11-year-old’s dream of playing sledge hockey brought to Melville, Sask.

Sledge hockey gear includes a sledge with blades on the bottom, specialized sticks, and gloves. Photo by Heidi Atter.

A new sledge hockey team in Melville, Saskatchewan was inspired by one young girl’s love of the sport.

Ayva Delainey has spina bifida and uses a wheelchair. Her mom Tracy Delainey wanted to bring the sport to their home community. Now children with disabilities and without are playing together.

The new team is called the Melville Sledge Dogs. It’s the first sledge hockey team for children under 13 in the town and surrounding area. The team has drawn interest recently and has 16 children wanting to play.

It just makes me so happy that we can do this for these other kids in the community too. – Tracy Delainey

The sledges are provided by the team in partnership with the Saskatchewan Wheelchair Sports Association. Sledge hockey has the same rules as hockey but it is played sitting down with shorter hockey sticks.

“It just makes me so happy that we can do this for these other kids in the community too,” she said. “Those kids maybe don’t have a disability but they also didn’t have the opportunity to play on a team and that’s pretty important to kids.”

Marcy Yewsuk said when she heard there would be a local team she was excited. She has three children and said it was good for her son and daughter to play together. Marcy said the team is very good at including everyone.

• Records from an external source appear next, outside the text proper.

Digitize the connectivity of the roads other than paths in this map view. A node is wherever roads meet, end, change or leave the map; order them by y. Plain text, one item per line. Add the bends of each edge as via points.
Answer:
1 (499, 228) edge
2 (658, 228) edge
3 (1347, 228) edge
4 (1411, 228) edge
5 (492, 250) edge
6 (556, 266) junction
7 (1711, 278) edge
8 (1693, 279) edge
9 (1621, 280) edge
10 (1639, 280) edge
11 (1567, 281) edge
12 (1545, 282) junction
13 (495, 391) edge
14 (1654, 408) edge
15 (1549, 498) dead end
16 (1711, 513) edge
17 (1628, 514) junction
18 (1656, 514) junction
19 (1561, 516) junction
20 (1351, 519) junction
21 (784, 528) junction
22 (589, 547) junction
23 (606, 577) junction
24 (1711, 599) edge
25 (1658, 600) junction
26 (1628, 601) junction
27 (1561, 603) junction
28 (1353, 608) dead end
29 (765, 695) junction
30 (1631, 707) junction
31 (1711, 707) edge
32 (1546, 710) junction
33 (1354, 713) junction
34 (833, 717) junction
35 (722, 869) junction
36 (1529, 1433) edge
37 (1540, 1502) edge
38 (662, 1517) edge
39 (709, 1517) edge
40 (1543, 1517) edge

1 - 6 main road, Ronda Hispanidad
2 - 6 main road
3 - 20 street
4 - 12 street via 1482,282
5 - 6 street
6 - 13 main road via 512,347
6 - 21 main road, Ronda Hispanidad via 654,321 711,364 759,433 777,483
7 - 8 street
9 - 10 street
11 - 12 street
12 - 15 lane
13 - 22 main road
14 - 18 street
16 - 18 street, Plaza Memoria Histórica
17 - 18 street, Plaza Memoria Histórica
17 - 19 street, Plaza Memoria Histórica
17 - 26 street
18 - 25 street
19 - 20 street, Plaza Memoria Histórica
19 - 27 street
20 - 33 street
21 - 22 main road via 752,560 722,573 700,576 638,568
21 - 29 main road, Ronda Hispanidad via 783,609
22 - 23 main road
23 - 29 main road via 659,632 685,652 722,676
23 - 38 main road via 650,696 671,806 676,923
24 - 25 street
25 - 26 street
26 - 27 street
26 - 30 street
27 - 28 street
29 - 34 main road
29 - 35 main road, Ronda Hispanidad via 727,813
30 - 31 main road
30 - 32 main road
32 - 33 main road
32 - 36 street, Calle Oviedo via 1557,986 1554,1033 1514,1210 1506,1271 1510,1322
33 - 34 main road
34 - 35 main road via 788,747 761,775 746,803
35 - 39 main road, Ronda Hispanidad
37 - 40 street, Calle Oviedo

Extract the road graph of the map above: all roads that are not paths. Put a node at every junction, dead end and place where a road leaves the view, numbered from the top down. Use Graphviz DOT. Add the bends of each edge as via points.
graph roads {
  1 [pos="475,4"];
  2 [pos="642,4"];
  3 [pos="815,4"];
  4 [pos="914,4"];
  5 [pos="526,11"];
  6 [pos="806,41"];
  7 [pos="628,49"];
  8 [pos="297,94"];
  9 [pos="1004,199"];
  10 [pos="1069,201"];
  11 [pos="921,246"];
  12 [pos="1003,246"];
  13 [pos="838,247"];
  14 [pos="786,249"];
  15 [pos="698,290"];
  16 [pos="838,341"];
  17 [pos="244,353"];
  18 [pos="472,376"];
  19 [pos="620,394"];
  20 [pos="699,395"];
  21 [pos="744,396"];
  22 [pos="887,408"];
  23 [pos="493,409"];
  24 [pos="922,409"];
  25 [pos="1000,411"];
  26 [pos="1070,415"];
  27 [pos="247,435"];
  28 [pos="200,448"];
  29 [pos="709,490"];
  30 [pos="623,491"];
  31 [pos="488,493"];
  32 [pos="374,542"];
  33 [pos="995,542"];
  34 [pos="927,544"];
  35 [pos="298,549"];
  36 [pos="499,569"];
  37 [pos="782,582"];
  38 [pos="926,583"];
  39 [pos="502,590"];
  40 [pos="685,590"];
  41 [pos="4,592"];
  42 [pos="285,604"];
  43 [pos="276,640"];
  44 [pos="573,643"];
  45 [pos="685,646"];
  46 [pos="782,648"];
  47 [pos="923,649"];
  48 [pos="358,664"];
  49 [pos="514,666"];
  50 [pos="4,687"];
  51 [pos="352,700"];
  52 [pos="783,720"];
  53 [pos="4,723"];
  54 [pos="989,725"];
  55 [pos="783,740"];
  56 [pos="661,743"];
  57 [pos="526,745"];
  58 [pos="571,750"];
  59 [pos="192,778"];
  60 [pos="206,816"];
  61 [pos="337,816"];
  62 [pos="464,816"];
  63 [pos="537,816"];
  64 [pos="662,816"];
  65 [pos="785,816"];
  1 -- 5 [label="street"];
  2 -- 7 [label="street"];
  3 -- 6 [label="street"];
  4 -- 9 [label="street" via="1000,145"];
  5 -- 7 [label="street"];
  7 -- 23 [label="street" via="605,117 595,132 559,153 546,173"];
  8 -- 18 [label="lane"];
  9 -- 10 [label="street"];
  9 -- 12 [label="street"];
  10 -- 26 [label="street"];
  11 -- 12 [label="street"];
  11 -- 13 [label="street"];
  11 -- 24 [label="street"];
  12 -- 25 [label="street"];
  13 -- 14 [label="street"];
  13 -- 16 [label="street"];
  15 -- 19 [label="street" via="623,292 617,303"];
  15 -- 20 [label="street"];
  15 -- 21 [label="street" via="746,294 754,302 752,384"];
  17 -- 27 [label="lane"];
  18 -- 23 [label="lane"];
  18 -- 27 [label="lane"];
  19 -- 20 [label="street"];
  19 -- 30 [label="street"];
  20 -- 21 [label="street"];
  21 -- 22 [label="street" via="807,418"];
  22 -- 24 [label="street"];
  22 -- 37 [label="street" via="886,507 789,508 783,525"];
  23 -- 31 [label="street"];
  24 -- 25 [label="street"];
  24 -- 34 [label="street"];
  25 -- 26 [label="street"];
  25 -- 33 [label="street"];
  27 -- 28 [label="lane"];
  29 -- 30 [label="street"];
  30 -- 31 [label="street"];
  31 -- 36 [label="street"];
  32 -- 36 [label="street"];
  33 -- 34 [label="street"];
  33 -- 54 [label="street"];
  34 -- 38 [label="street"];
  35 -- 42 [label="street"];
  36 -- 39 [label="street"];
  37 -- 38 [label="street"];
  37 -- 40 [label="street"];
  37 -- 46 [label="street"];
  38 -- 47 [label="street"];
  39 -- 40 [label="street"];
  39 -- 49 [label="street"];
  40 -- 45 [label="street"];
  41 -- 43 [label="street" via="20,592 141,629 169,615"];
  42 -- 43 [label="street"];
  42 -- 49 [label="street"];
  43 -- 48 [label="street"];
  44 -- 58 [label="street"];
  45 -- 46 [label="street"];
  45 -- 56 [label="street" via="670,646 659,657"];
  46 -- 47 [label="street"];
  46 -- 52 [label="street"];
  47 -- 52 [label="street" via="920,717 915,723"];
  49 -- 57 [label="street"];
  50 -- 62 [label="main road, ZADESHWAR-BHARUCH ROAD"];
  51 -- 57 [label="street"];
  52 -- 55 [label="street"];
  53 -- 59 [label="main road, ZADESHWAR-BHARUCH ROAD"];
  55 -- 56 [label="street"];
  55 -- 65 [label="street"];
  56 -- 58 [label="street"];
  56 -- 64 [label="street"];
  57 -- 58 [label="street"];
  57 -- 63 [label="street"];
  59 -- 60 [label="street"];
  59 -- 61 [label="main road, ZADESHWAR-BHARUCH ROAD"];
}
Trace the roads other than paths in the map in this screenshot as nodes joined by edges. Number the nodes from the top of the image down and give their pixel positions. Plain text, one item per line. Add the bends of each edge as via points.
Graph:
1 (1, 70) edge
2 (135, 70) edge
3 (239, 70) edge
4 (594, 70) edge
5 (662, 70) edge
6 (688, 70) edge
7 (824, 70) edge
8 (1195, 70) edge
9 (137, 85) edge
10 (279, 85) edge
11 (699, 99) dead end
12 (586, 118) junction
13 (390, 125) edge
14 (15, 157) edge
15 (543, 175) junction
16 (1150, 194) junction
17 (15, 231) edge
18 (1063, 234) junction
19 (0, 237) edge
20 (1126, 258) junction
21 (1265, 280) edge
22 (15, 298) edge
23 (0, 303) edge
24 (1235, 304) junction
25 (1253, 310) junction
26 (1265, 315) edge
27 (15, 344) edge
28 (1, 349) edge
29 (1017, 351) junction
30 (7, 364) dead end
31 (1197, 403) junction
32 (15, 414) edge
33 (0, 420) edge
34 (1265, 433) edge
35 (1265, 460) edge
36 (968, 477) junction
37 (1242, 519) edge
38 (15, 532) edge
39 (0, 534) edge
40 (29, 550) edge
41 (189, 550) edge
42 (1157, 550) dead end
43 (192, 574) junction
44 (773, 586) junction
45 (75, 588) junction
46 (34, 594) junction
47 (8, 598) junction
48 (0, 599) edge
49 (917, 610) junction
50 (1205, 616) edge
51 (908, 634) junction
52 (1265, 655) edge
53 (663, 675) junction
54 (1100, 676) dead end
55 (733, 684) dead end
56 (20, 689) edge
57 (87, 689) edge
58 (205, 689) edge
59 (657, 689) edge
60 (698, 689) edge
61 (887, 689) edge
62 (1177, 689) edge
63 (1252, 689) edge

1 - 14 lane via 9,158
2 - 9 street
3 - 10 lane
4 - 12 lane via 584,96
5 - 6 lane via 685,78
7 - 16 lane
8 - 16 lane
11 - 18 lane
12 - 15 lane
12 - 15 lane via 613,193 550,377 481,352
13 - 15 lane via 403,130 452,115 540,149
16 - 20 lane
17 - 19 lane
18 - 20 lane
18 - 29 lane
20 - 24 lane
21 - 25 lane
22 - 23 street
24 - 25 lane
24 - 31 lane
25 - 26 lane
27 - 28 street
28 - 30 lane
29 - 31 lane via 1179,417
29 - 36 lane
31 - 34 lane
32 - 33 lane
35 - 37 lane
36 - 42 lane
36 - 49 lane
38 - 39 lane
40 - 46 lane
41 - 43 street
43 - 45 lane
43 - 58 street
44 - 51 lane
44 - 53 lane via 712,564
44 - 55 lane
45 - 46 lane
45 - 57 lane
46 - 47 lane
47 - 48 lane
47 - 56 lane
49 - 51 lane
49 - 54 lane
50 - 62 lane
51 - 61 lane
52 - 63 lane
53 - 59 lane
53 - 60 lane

Nine-year-old goalie for the team, Kolton Yewsuk, said he wanted to try it.

“It’s a fun game,” he said. “It’s kind of hard.”

Brynleigh and Kolton Yewsuk at a Melville Sledge Dogs game. Their mom, Marcy Yewsuk, said the team is open to everyone and comes together to help load and unload the sledges. (Submitted by Marcy Yewsuk)

Brynleigh is six and had a brain injury that resulted in a minor disability. She got the 1st goal for her team and said she’s making new friends on the team.

“Ayva’s friend,” she said she was. “Someone was pushing me.”

Marcy said it was hard at the start for Brynleigh to push herself on the sledge and someone helped push her at their latest game.

To help start the team, Tracy Delainey spent time promoting the sport to local schools and surrounding towns before hosting a ‘Have-a-go’ day last April.

“We had more people than they have ever had come to a ‘Have-a-go’ day,” Tracy said. “There was 60 or 70 people.”

The Melville Sledge Dogs in action. (Submitted by Marcy Yewsuk)

The Sledge Dogs played their first games on the road and won their first home game 4-3 against the Melville Prairie Fire on Jan. 18, 2019.

“I like having a team I know,” Ayva said. “I really like being part of a team.”

“[Ayva’s] just so much more confident actually playing. It’s hard to even describe how much she loves, she can’t wait until Friday comes,” Tracy said.

“She gets pretty excited about it,” Tracy said. “Like when we were having this game this past weekend, she couldn’t sleep the night before she just was so excited about it.”

Tracy said the sport also gives Ayva something else to talk about with her classmates.

“It honestly is a really big deal for Ayva just knowing what the other kids are talking about and talking to them about it,” Tracy said. “She feels like a pretty big deal.”

Tracy and Ayva Delainey. (Submitted by Tracy Delainey)

The Delainey’s are a large hockey family. The first time Ayva skated with an ice hockey sledge, her mom started crying. Ayva was four-years-old and her older brother was in a sledge with her.

“We still have videos of it. It’s the cutest thing I’ve ever seen,” Tracy said. “I don’t know if I’ve ever seen a smile that big on her face before.”

“She grew up at the rink,” Tracy said. “Once in awhile [Ayva] would say that she wished she could walk. But she did say often that she wished she could play hockey.”

Ayva said her favourite part of the last game was winning. She said she likes to talk about hockey with her family.

Tracy said sledge hockey is also a good workout for Ayva.

“It’s a great physical activity too like especially for Ayva, it’s not always easy to find things to keep her active,” she said. “And yet it’s super important to keep someone who’s in a wheelchair all the time active and have a healthy lifestyle.”

Ayva said her hopes for the future is to play on Team Canada.